» TASK OBJECTIVE:
With the pictures excluded, reproduce all of the data exactly.

[[ DATASET RECORDS open ]]

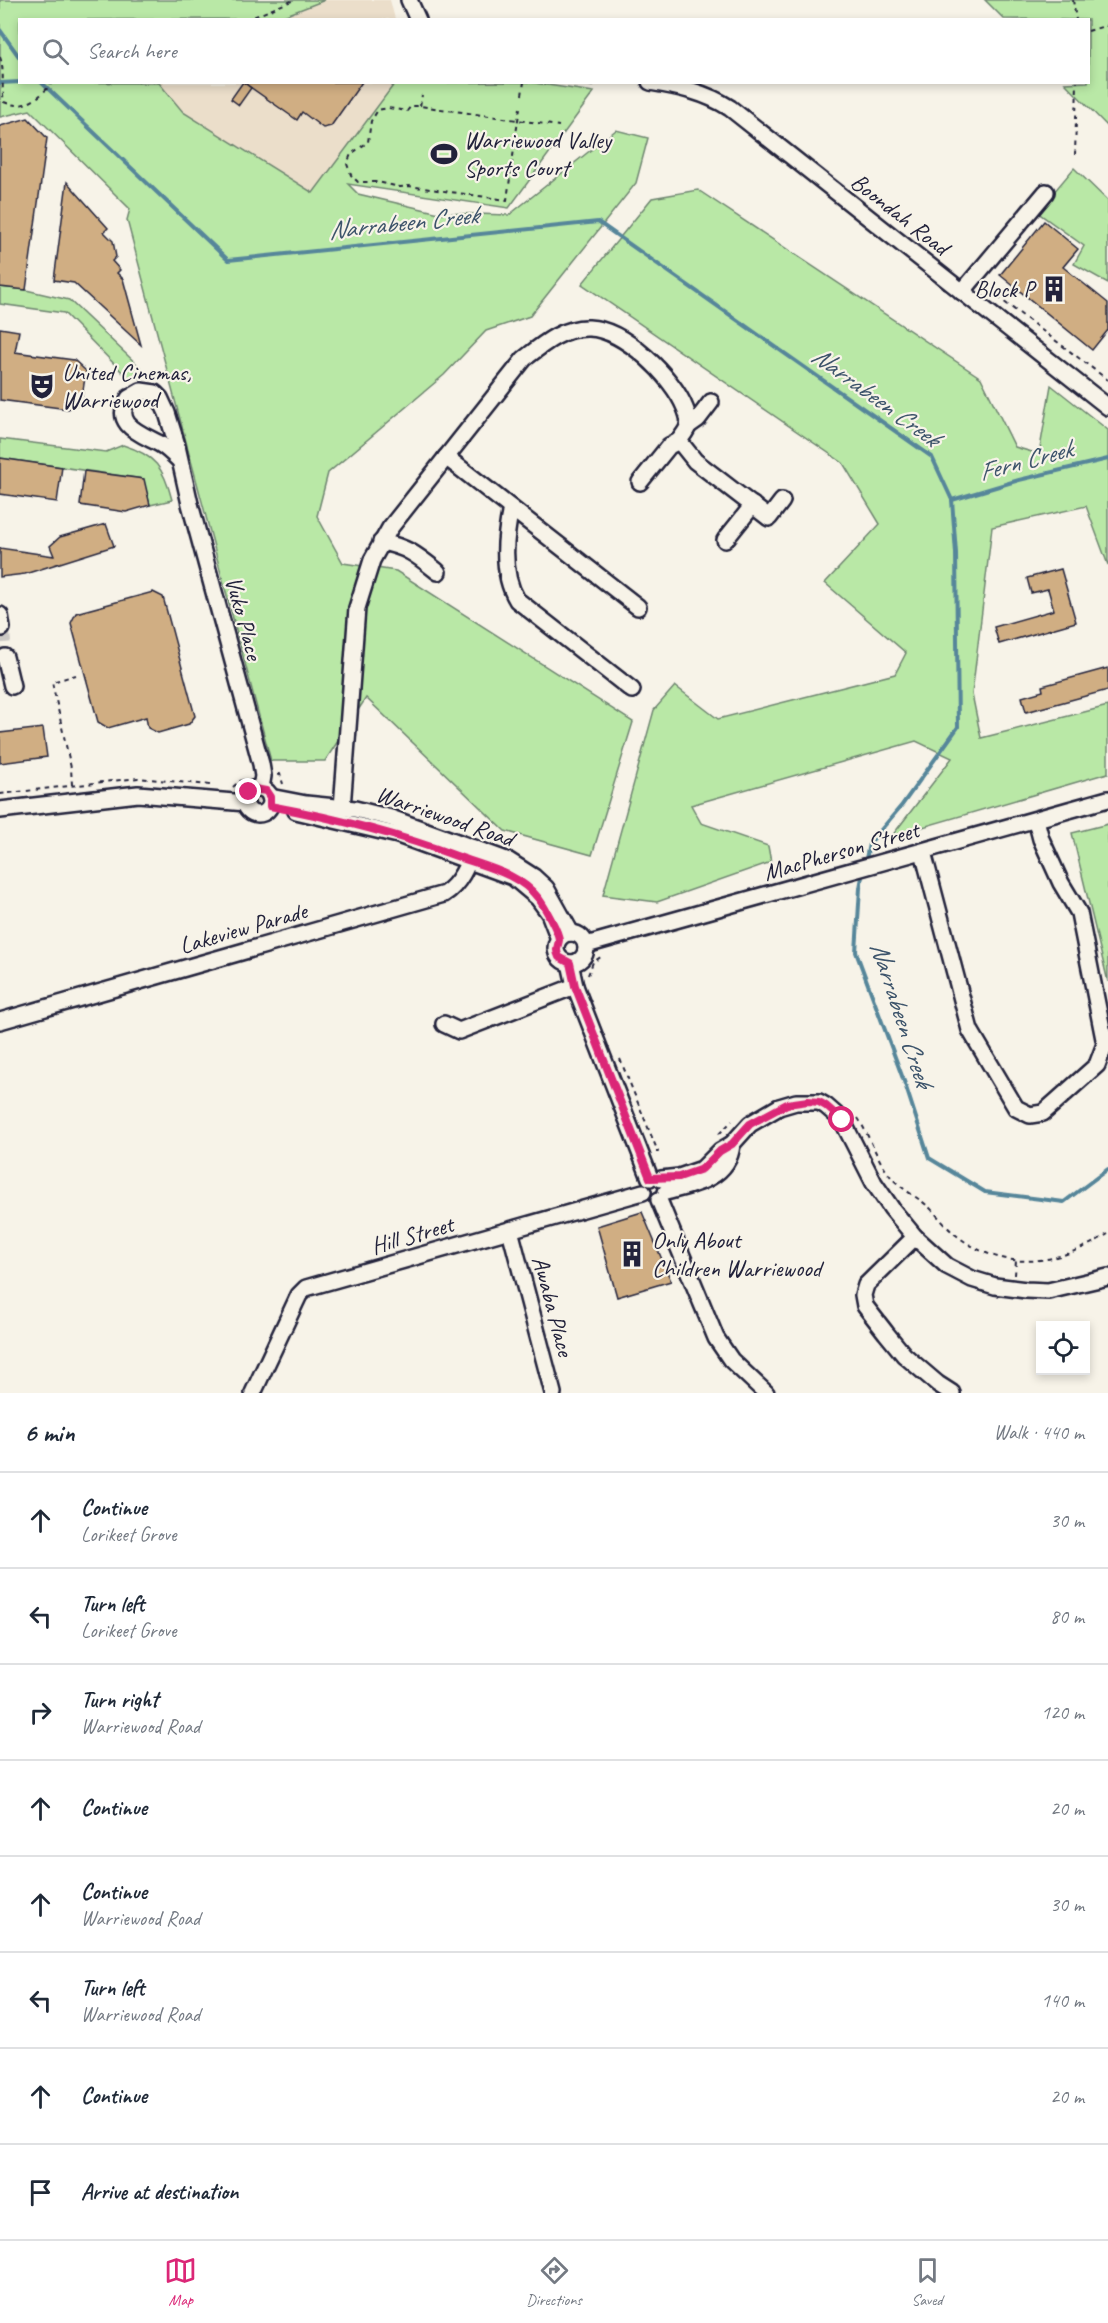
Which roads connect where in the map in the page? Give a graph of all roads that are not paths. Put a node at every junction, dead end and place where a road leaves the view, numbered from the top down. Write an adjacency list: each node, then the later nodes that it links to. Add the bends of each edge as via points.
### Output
1 (409, 0): 2 (street)
2 (417, 18)
3 (662, 84): 5 (street, Boondah Road, via 711,96 730,108)
4 (1046, 192): 5 (street)
5 (962, 292): 7 (street, Boondah Road)
6 (711, 402): 8 (street)
7 (1108, 407)
8 (688, 426): 9 (street); 10 (street, via 682,400 655,364 604,330 588,328 563,333 524,359)
9 (679, 441): 12 (street, via 669,446); 14 (street, via 695,461)
10 (446, 457): 15 (street); 17 (street)
11 (178, 460): 11 (street, Vuko Place, via 160,444 131,429 124,411 129,398 147,391 160,398 176,442); 23 (street, Vuko Place)
12 (640, 482)
13 (782, 501): 14 (street, via 769,518)
14 (753, 505): 16 (street)
15 (511, 508): 19 (street); 22 (street, via 507,525 507,578 517,600)
16 (725, 540)
17 (381, 542): 18 (street, via 412,551); 26 (street, via 357,608)
18 (438, 572)
19 (638, 607)
20 (5, 657): 21 (street)
21 (12, 686)
22 (632, 690)
23 (267, 797): 25 (street, via 249,792); 25 (street, via 267,810 256,814); 26 (street, Warriewood Road); 30 (street, Warriewood Road)
24 (1108, 799): 28 (street, MacPherson Street)
25 (246, 803): 27 (street, via 138,794)
26 (342, 808): 30 (street, Warriewood Road, via 391,818)
27 (0, 810)
28 (1036, 820): 29 (street, MacPherson Street); 29 (street, via 1041,839 1078,913 1105,1044 1097,1065 1043,1113 1030,1115 1016,1108 970,1030)
29 (923, 852): 32 (street, MacPherson Street)
30 (472, 855): 31 (street, Warriewood Road, via 533,892); 35 (street, Lakeview Parade, via 460,879 444,894)
31 (565, 936): 32 (street, via 581,936); 33 (street, via 556,948 559,957)
32 (586, 945): 33 (street, via 583,958)
33 (570, 963): 34 (street)
34 (582, 984): 36 (street, via 459,1031); 37 (street)
35 (0, 1022)
36 (444, 1024)
37 (656, 1189): 38 (street, Hill Street); 39 (street, Hill Street, via 700,1184 717,1173 731,1155 732,1144 750,1124 787,1104 808,1101 826,1106 842,1120 874,1183); 43 (street, via 716,1338 731,1360)
38 (510, 1230): 41 (street, Hill Street, via 306,1288 299,1295); 42 (street, Awaba Place)
39 (915, 1237): 40 (street, Hill Street, via 947,1266 995,1286 1048,1291); 44 (street, via 866,1285 862,1295 865,1306 904,1354)
40 (1108, 1277)
41 (253, 1393)
42 (553, 1393)
43 (766, 1393)
44 (952, 1393)

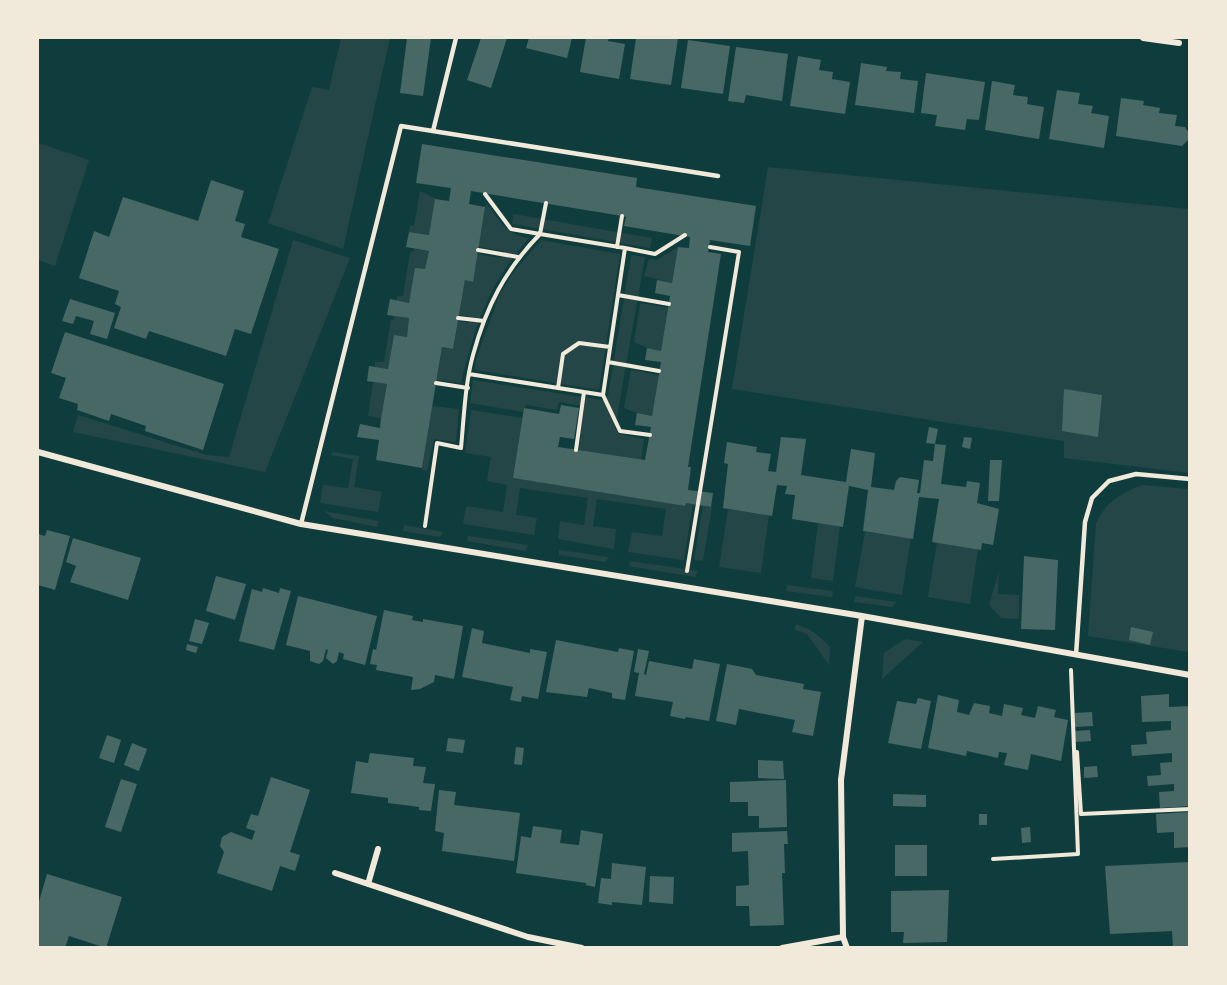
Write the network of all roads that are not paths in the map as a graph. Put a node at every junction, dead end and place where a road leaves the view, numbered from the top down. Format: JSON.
{"nodes":[{"id":1,"x":456,"y":38,"type":"edge"},
{"id":2,"x":1143,"y":38,"type":"edge"},
{"id":3,"x":1179,"y":43,"type":"dead end"},
{"id":4,"x":433,"y":131,"type":"junction"},
{"id":5,"x":718,"y":176,"type":"dead end"},
{"id":6,"x":38,"y":452,"type":"edge"},
{"id":7,"x":1190,"y":479,"type":"edge"},
{"id":8,"x":301,"y":524,"type":"junction"},
{"id":9,"x":862,"y":616,"type":"junction"},
{"id":10,"x":1073,"y":654,"type":"junction"},
{"id":11,"x":1190,"y":675,"type":"edge"},
{"id":12,"x":378,"y":849,"type":"dead end"},
{"id":13,"x":335,"y":873,"type":"dead end"},
{"id":14,"x":368,"y":884,"type":"junction"},
{"id":15,"x":843,"y":937,"type":"junction"},
{"id":16,"x":582,"y":948,"type":"edge"},
{"id":17,"x":783,"y":948,"type":"edge"},
{"id":18,"x":847,"y":948,"type":"edge"}],
"edges":[{"from":1,"to":4,"type":"lane"},
{"from":2,"to":3,"type":"street"},
{"from":4,"to":5,"type":"lane"},
{"from":4,"to":8,"type":"lane"},
{"from":6,"to":8,"type":"street"},
{"from":7,"to":10,"type":"lane"},
{"from":8,"to":9,"type":"street"},
{"from":9,"to":10,"type":"street"},
{"from":9,"to":15,"type":"street"},
{"from":10,"to":11,"type":"street"},
{"from":12,"to":14,"type":"street"},
{"from":13,"to":14,"type":"street"},
{"from":14,"to":16,"type":"street"},
{"from":15,"to":17,"type":"street"},
{"from":15,"to":18,"type":"street"}]}
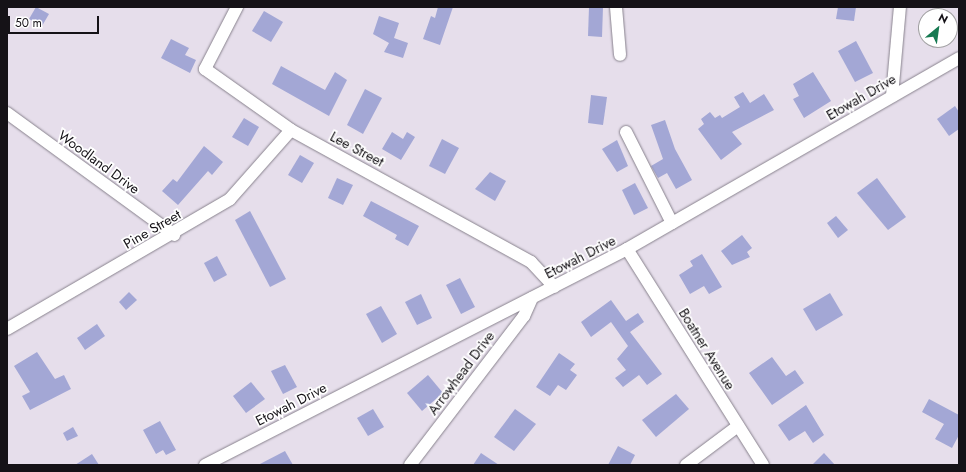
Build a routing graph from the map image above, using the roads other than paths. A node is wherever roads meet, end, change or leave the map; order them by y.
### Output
1 (236, 7) edge
2 (616, 7) edge
3 (900, 7) edge
4 (620, 55) dead end
5 (959, 58) edge
6 (892, 96) junction
7 (7, 113) edge
8 (291, 130) junction
9 (626, 132) dead end
10 (672, 223) junction
11 (174, 235) junction
12 (627, 249) junction
13 (554, 287) junction
14 (532, 298) junction
15 (7, 329) edge
16 (738, 426) junction
17 (205, 465) edge
18 (410, 465) edge
19 (686, 465) edge
20 (763, 465) edge

1 - 8 street, Lee Street
2 - 4 street
3 - 6 street
5 - 6 street, Etowah Drive
6 - 10 street, Etowah Drive
7 - 11 street, Woodland Drive
8 - 11 street, Pine Street
8 - 13 street, Lee Street
9 - 10 street
10 - 12 street, Etowah Drive
11 - 15 street, Pine Street
12 - 13 street, Etowah Drive
12 - 16 street, Boatner Avenue
13 - 14 street, Etowah Drive
14 - 17 street, Etowah Drive
14 - 18 street, Arrowhead Drive
16 - 19 street
16 - 20 street, Boatner Avenue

[[ DATASET RECORDS closed ]]

» REPLY:
Which roads connect where in the map in the page? Give a graph of all roads that are not paths. Put a node at every junction, dead end and place where a road leaves the view, numbered from the top down. Write an adjacency list: each node, then the later nodes that it links to. Add the bends of each edge as via points.
### Output
1 (409, 0): 2 (street)
2 (417, 18)
3 (662, 84): 5 (street, Boondah Road, via 711,96 730,108)
4 (1046, 192): 5 (street)
5 (962, 292): 7 (street, Boondah Road)
6 (711, 402): 8 (street)
7 (1108, 407)
8 (688, 426): 9 (street); 10 (street, via 682,400 655,364 604,330 588,328 563,333 524,359)
9 (679, 441): 12 (street, via 669,446); 14 (street, via 695,461)
10 (446, 457): 15 (street); 17 (street)
11 (178, 460): 11 (street, Vuko Place, via 160,444 131,429 124,411 129,398 147,391 160,398 176,442); 23 (street, Vuko Place)
12 (640, 482)
13 (782, 501): 14 (street, via 769,518)
14 (753, 505): 16 (street)
15 (511, 508): 19 (street); 22 (street, via 507,525 507,578 517,600)
16 (725, 540)
17 (381, 542): 18 (street, via 412,551); 26 (street, via 357,608)
18 (438, 572)
19 (638, 607)
20 (5, 657): 21 (street)
21 (12, 686)
22 (632, 690)
23 (267, 797): 25 (street, via 249,792); 25 (street, via 267,810 256,814); 26 (street, Warriewood Road); 30 (street, Warriewood Road)
24 (1108, 799): 28 (street, MacPherson Street)
25 (246, 803): 27 (street, via 138,794)
26 (342, 808): 30 (street, Warriewood Road, via 391,818)
27 (0, 810)
28 (1036, 820): 29 (street, MacPherson Street); 29 (street, via 1041,839 1078,913 1105,1044 1097,1065 1043,1113 1030,1115 1016,1108 970,1030)
29 (923, 852): 32 (street, MacPherson Street)
30 (472, 855): 31 (street, Warriewood Road, via 533,892); 35 (street, Lakeview Parade, via 460,879 444,894)
31 (565, 936): 32 (street, via 581,936); 33 (street, via 556,948 559,957)
32 (586, 945): 33 (street, via 583,958)
33 (570, 963): 34 (street)
34 (582, 984): 36 (street, via 459,1031); 37 (street)
35 (0, 1022)
36 (444, 1024)
37 (656, 1189): 38 (street, Hill Street); 39 (street, Hill Street, via 700,1184 717,1173 731,1155 732,1144 750,1124 787,1104 808,1101 826,1106 842,1120 874,1183); 43 (street, via 716,1338 731,1360)
38 (510, 1230): 41 (street, Hill Street, via 306,1288 299,1295); 42 (street, Awaba Place)
39 (915, 1237): 40 (street, Hill Street, via 947,1266 995,1286 1048,1291); 44 (street, via 866,1285 862,1295 865,1306 904,1354)
40 (1108, 1277)
41 (253, 1393)
42 (553, 1393)
43 (766, 1393)
44 (952, 1393)

Write the network of all roads that are not paths in the map as a graph. Put a node at every junction, dead end and place where a road leaves the view, numbered from the top down. Format: JSON.
{"nodes":[{"id":1,"x":456,"y":38,"type":"edge"},
{"id":2,"x":1143,"y":38,"type":"edge"},
{"id":3,"x":1179,"y":43,"type":"dead end"},
{"id":4,"x":433,"y":131,"type":"junction"},
{"id":5,"x":718,"y":176,"type":"dead end"},
{"id":6,"x":38,"y":452,"type":"edge"},
{"id":7,"x":1190,"y":479,"type":"edge"},
{"id":8,"x":301,"y":524,"type":"junction"},
{"id":9,"x":862,"y":616,"type":"junction"},
{"id":10,"x":1073,"y":654,"type":"junction"},
{"id":11,"x":1190,"y":675,"type":"edge"},
{"id":12,"x":378,"y":849,"type":"dead end"},
{"id":13,"x":335,"y":873,"type":"dead end"},
{"id":14,"x":368,"y":884,"type":"junction"},
{"id":15,"x":843,"y":937,"type":"junction"},
{"id":16,"x":582,"y":948,"type":"edge"},
{"id":17,"x":783,"y":948,"type":"edge"},
{"id":18,"x":847,"y":948,"type":"edge"}],
"edges":[{"from":1,"to":4,"type":"lane"},
{"from":2,"to":3,"type":"street"},
{"from":4,"to":5,"type":"lane"},
{"from":4,"to":8,"type":"lane"},
{"from":6,"to":8,"type":"street"},
{"from":7,"to":10,"type":"lane"},
{"from":8,"to":9,"type":"street"},
{"from":9,"to":10,"type":"street"},
{"from":9,"to":15,"type":"street"},
{"from":10,"to":11,"type":"street"},
{"from":12,"to":14,"type":"street"},
{"from":13,"to":14,"type":"street"},
{"from":14,"to":16,"type":"street"},
{"from":15,"to":17,"type":"street"},
{"from":15,"to":18,"type":"street"}]}
Build a routing graph from the map image above, using the roads other than paths. A node is wherever roads meet, end, change or leave the map; order them by y.
### Output
1 (236, 7) edge
2 (616, 7) edge
3 (900, 7) edge
4 (620, 55) dead end
5 (959, 58) edge
6 (892, 96) junction
7 (7, 113) edge
8 (291, 130) junction
9 (626, 132) dead end
10 (672, 223) junction
11 (174, 235) junction
12 (627, 249) junction
13 (554, 287) junction
14 (532, 298) junction
15 (7, 329) edge
16 (738, 426) junction
17 (205, 465) edge
18 (410, 465) edge
19 (686, 465) edge
20 (763, 465) edge

1 - 8 street, Lee Street
2 - 4 street
3 - 6 street
5 - 6 street, Etowah Drive
6 - 10 street, Etowah Drive
7 - 11 street, Woodland Drive
8 - 11 street, Pine Street
8 - 13 street, Lee Street
9 - 10 street
10 - 12 street, Etowah Drive
11 - 15 street, Pine Street
12 - 13 street, Etowah Drive
12 - 16 street, Boatner Avenue
13 - 14 street, Etowah Drive
14 - 17 street, Etowah Drive
14 - 18 street, Arrowhead Drive
16 - 19 street
16 - 20 street, Boatner Avenue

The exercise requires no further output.